Single metasurface could generate record numbers of trapped neutral atoms
Technique boosts prospects for building quantum computers with more than 100,000 qubits The post Single metasurface could generate record numbers of trapped neutral atoms appeared first on Physics World .
Physicists in China have made a significant breakthrough in the field of quantum computing by demonstrating that an optical metasurface can individually trap up to 78,400 neutral atoms. This achievement, which was published in Chinese Physics Letters, could pave the way for the development of large-scale quantum computers with more than 100,000 qubits. The method, developed by researchers at Tsinghua University, is similar to one independently demonstrated by a team at Columbia University in the US.
Arrays of trapped neutral atoms are widely used in physics research and are considered a promising platform for quantum computing. However, their scalability has been a major challenge. Traditional components, such as spatial light modulators (SLMs) and acousto-optic deflectors (AODs), can only create around 10,000 atom traps at any one time, limiting the number of atomic qubits to 10,000. This bottleneck has hindered progress in building quantum computers with the capacity to outperform classical systems.
To address this issue, physicist Zhongchi Zhang and his colleagues replaced SLMs and AODs with two-dimensional arrays of metasurfaces. Metasurfaces are artificial nanostructures that manipulate light in a manner similar to traditional optics, but with far less bulk. The researchers used a method known as the weighted Gerchberg-Saxton algorithm to design a metasurface made up of nanoscale pillars. This metasurface can transform a single input laser beam into a 280 x 280 array, capable of trapping a large number of atoms.
The metasurface was constructed from silicon nitride using electron-beam lithography and reactive ion etching. Both techniques are compatible with standard complementary metalтАУoxideтАУsemiconductor (CMOS) manufacturing processes, ensuring high reproducibility and scalability. The resulting nanoscale, light-manipulating, pixel-like structures act like a superposition of tens of thousands of flat lenses. When a laser beam hits these "lenses," they produce a unique pattern that contains tens of thousands of atom traps.

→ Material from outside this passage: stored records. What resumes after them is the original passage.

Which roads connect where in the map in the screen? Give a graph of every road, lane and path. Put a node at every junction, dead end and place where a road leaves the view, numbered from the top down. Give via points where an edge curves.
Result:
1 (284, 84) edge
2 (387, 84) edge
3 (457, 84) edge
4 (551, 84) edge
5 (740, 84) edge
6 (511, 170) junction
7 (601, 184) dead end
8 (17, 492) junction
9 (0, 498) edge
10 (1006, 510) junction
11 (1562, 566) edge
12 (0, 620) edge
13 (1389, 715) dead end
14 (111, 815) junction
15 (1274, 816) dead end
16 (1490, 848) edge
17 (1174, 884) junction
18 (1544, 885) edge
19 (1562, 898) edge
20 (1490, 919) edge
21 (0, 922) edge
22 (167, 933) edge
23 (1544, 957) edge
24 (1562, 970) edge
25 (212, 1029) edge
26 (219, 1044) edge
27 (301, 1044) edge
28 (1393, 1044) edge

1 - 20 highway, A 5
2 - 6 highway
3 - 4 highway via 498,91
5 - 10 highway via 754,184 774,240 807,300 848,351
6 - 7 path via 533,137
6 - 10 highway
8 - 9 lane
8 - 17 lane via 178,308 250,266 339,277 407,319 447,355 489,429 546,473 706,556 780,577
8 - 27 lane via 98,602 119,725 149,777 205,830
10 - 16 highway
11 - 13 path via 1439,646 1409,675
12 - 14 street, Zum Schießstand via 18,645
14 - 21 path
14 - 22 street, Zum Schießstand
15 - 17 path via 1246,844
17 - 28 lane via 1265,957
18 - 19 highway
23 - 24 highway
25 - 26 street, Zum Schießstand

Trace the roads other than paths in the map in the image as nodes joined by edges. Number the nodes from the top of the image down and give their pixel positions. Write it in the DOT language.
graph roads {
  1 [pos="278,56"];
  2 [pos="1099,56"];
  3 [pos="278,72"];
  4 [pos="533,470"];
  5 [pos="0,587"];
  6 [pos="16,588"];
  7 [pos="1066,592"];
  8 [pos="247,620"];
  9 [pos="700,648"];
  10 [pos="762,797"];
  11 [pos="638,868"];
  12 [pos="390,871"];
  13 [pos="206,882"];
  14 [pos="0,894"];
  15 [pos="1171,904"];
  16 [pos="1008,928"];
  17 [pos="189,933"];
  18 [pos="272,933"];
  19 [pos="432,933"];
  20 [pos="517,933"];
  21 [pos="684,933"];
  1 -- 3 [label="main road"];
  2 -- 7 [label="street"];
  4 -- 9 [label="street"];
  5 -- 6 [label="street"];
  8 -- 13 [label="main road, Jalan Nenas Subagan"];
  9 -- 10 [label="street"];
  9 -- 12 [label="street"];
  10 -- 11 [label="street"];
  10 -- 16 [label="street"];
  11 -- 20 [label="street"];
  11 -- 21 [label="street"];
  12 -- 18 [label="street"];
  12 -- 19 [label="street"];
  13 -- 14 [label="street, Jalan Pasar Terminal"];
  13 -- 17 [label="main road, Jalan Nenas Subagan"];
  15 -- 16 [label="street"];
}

This breakthrough not only addresses the scalability issue in trapped neutral atom arrays but also opens up new possibilities for quantum computing research. The ability to trap a record number of neutral atoms could significantly enhance the performance and capabilities of quantum computers. The use of metasurfaces, which are compatible with existing manufacturing techniques, further underscores the potential for widespread adoption and integration into quantum computing systems.
While the research is still in its early stages, the demonstration of trapping 78,400 neutral atoms using a single metasurface marks a significant milestone in the quest for large-scale quantum computers. As the field continues to evolve, advancements in trapped neutral atom technology will play a crucial role in realizing the full potential of quantum computing. The collaboration between Chinese and American researchers also highlights the global effort to push the boundaries of quantum technology and accelerate its development.
In conclusion, the development of an optical metasurface capable of trapping a record number of neutral atoms represents a major leap forward in the field of quantum computing. By overcoming the scalability limitations of traditional components, this innovative approach could enable the creation of quantum computers with more than 100,000 qubits. The compatibility of metasurfaces with existing manufacturing processes further ensures that this technology can be readily integrated into future quantum computing systems, paving the way for a new era of computational power and scientific discovery.